Area 51 Raid, Thousands of UFO Hunters 'Storm Area 51' To 'See Aliens'

They’re coming to Area 51. Not the aliens, but the alien enthusiasts.Area 51 has long been a rich piece of American pop culture. Are aliens kept there? Super secret spaceships? Men in black with memory-wiping devices?

The event, which was given the name “Storm Area 51, They Can’t Stop All of Us,” suggests that people from around the world gather in the Nevada desert to invade the site. Almost 2 million people clicked the “going” button on a Facebook page set up by a California man seeking to storm Area 51, the super-secret military base in Nevada, to “see them aliens.” The date for this “raid” is Friday.

The page’s creator disavowed the whole thing and Facebook took down the page, but events are still planned, and that’s led officials in Nevada to worry that thousands of people really will try to get onto the base, potentially creating a crisis situation in the middle of the desert.Local residents of Rachel and Hiko are worried unruly crowds responding to the viral Storm Area 51 Facebook event will overwhelm their tiny community. 

How All This Started?

In June 2019, Matty Roberts, a 21-year-old Bakersfield, California, college student, created a Facebook page for an event entitled “Storm Area 51, They Can’t Stop All of Us.” He was just joking. He didn’t believe anyone would take him seriously.The supposed joke event urged people to raid the US government facility on Sept. 20.
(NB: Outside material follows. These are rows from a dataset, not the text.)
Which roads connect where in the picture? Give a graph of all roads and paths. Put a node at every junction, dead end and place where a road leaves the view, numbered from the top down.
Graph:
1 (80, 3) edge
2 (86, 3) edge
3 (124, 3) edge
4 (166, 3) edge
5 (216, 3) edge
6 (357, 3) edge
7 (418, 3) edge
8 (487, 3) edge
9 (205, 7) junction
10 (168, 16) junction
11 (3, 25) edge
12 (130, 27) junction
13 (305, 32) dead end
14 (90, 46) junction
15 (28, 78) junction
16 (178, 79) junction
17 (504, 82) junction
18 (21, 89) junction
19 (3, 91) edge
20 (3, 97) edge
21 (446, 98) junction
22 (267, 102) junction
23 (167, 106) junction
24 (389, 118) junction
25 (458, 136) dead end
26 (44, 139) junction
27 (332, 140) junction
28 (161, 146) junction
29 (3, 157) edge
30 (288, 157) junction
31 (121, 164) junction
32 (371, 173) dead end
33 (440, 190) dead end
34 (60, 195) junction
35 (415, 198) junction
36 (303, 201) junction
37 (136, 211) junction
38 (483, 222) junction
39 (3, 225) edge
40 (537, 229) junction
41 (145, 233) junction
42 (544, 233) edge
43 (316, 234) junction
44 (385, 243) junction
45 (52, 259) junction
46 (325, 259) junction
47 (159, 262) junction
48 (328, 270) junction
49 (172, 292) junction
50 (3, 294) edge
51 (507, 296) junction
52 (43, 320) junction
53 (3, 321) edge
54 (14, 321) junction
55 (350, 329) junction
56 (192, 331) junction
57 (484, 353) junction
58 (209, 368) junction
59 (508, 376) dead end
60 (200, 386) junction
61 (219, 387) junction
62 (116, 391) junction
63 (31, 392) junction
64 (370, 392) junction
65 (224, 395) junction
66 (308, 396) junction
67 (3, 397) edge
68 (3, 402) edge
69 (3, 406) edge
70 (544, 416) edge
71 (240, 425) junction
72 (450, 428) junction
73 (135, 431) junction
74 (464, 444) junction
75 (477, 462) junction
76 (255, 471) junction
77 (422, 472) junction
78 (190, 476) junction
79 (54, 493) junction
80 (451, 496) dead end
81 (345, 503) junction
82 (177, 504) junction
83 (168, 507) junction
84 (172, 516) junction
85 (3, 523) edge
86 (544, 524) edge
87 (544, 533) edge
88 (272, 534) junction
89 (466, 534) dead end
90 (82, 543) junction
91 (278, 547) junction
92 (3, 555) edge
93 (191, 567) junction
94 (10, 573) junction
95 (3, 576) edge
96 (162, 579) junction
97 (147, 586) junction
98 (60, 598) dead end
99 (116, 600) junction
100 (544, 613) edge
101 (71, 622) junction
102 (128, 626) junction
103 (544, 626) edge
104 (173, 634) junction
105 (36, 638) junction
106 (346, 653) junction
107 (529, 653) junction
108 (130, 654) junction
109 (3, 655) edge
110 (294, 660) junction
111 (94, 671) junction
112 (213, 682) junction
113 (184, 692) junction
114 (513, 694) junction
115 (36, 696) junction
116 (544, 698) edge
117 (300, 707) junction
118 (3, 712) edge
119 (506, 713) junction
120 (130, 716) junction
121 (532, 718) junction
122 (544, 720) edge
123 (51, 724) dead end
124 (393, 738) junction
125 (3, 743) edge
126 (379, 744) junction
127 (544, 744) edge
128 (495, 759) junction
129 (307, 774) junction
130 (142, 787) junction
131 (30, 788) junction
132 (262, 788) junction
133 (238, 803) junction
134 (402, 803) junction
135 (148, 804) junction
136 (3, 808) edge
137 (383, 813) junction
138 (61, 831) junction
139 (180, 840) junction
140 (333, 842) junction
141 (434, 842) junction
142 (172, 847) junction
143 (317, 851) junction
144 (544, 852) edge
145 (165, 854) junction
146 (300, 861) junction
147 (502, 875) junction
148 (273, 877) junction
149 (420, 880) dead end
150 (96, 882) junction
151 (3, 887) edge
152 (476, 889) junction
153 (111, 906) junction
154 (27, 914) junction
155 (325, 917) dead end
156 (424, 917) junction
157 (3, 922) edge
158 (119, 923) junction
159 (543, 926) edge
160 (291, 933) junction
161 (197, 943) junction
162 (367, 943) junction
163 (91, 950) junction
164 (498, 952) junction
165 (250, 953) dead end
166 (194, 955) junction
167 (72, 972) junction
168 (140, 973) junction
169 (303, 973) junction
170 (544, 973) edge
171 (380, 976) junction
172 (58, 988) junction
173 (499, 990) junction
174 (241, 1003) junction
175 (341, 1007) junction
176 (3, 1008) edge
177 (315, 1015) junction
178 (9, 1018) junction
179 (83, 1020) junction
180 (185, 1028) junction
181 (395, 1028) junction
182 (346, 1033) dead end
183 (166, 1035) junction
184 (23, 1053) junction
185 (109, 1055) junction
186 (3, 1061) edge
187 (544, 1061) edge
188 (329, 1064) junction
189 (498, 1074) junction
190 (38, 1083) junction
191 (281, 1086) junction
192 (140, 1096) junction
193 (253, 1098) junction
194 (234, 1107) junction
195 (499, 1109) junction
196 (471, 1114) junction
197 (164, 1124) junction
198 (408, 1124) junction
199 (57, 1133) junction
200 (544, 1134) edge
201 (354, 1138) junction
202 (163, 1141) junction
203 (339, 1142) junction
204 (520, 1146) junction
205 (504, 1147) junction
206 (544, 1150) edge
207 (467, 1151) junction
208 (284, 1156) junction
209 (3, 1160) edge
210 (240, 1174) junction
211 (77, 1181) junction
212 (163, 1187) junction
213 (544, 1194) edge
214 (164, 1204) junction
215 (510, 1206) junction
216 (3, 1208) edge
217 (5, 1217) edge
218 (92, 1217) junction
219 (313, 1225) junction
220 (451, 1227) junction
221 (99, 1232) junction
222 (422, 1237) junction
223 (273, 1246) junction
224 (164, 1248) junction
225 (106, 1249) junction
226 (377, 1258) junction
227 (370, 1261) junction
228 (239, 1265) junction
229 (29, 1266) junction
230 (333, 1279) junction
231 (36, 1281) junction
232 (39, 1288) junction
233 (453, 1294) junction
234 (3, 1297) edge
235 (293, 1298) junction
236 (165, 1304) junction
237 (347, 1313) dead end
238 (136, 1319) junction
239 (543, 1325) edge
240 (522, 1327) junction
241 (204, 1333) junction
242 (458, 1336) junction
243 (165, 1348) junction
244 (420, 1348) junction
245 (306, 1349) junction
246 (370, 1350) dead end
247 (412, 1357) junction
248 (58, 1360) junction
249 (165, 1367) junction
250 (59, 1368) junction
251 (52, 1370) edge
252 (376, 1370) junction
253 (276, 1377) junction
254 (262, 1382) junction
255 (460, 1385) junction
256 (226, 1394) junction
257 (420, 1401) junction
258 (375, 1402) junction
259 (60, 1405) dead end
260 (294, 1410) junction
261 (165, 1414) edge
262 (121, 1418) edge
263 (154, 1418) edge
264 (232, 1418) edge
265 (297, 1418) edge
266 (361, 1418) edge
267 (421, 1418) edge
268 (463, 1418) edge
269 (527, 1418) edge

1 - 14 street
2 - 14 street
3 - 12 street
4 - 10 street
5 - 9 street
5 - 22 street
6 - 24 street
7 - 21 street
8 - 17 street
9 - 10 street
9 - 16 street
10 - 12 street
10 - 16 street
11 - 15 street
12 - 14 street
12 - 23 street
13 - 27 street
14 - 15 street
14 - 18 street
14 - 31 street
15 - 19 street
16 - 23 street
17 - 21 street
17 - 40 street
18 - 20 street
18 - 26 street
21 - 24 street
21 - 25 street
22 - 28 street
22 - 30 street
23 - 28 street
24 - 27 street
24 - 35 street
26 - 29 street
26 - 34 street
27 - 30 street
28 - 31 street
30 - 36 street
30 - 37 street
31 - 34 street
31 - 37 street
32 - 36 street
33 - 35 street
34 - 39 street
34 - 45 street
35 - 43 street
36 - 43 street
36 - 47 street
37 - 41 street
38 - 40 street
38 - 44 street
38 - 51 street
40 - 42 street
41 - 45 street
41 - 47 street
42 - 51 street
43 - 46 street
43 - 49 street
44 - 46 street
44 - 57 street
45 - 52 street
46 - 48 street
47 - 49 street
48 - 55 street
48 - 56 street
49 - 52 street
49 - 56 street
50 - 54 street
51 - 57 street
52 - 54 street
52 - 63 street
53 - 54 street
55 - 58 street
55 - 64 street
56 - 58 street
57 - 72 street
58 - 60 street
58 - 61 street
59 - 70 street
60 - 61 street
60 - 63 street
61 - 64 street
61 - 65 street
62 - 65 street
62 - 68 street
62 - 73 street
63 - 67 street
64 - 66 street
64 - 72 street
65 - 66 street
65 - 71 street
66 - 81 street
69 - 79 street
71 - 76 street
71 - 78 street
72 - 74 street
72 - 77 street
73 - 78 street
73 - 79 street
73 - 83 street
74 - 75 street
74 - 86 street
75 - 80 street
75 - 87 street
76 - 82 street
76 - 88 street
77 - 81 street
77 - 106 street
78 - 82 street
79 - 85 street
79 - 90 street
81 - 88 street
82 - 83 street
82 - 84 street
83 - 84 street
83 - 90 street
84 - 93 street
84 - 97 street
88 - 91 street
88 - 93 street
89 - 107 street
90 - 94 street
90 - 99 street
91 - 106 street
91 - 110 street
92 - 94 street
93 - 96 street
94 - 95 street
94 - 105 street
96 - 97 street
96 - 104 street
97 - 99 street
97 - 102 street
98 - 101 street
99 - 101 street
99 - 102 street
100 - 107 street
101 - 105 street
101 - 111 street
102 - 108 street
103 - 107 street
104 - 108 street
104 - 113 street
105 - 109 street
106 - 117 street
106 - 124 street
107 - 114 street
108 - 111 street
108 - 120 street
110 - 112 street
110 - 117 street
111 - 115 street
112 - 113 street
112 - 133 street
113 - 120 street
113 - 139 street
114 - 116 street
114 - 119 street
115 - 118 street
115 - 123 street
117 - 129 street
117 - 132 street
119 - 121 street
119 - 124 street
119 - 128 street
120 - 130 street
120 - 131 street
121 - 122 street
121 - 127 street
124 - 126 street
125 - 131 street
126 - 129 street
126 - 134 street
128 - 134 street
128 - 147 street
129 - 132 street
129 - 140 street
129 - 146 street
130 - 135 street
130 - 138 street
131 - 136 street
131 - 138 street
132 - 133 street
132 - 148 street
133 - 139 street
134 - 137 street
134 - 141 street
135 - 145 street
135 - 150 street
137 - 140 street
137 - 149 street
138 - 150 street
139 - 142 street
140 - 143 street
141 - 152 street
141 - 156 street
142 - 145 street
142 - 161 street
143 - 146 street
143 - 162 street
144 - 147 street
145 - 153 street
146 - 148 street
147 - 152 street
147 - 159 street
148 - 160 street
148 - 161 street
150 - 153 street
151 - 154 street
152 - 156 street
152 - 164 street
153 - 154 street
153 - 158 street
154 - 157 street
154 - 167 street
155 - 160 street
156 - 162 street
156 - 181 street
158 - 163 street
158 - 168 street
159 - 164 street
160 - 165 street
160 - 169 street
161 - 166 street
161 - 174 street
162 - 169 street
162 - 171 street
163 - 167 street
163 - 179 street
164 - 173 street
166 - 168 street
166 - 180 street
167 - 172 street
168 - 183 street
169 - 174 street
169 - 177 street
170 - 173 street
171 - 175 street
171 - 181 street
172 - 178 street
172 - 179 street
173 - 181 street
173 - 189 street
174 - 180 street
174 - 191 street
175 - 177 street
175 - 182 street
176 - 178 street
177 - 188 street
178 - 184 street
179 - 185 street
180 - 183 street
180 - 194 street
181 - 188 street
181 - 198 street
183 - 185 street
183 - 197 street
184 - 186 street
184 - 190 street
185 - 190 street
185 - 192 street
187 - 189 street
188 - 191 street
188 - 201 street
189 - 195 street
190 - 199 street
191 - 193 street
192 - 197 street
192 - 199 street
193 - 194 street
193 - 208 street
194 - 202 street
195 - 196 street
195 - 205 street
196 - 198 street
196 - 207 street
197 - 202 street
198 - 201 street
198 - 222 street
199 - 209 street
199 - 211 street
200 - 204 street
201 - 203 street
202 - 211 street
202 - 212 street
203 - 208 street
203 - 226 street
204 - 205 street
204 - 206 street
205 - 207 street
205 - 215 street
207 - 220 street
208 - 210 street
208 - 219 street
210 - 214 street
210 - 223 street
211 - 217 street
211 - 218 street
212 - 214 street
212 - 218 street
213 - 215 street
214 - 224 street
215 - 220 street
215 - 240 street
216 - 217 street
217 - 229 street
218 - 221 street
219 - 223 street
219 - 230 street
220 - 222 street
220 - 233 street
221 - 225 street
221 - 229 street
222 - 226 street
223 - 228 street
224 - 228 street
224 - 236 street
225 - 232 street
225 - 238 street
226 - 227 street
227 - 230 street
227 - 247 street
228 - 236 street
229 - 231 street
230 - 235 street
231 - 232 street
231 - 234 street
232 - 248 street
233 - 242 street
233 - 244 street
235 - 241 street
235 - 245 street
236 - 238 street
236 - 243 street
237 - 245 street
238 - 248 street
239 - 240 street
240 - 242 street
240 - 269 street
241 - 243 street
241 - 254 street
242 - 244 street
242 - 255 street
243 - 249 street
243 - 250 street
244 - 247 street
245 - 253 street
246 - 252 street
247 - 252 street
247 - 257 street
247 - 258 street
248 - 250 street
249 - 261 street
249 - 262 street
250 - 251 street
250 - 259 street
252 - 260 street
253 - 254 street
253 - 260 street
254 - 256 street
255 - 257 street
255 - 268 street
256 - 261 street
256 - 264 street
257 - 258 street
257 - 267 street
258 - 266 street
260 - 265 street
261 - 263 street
“We will all meet up at the Area 51 Alien Center tourist attraction and coordinate our entry,” the original text read. “If we Naruto run, we can move faster than their bullets. Let’s see them aliens.” (“Naruto run” refers to an especially awkward way of running depicted in the Japanese anime Naruto, where main character Naruto Uzumaki flings his arms out behind him.)

The highly classified US Air Force base in southern Nevada. It’s long been a topic of fascination for conspiracy theorists and paranormal enthusiasts who believe it to be the location where the US government stores and hides alien bodies and UFOs.

Roberts said he came up with the idea for the meme page after podcaster Joe Rogan interviewed Area 51 whistleblower Bob Lazar and filmmaker Jeremy Corbell. Lazar claims that he worked with an alien spacecraft while he was employed in one of Area 51’s underground facilities.
The US Air Force warned people that storming its property wouldn’t be taken lightly. But with more than 2 million people RSVPing to attend the event, and at least some of them appearing to be serious, multiple events are now set for the weekend. None, however, promises an illegal raid on military property (at least not officially).

The Air Force promised to stand “ready to protect America and its assets,” so Roberts switched tactics. He started promoting a music festival, Alienstock, to be held this weekend in Rachel, Nevada, one of the closest towns to the base. But he pulled out of the festival last week, because he feared it would turn into a “humanitarian disaster.”

“Due to the lack of infrastructure, poor planning, risk management and blatant disregard for the safety of the expected 10,000+ AlienStock attendees, we decided to pull the plug on the festival,” he wrote on a website for the festival. (Roberts set up a separate festival, the Area 51 Celebration, in downtown Las Vegas.)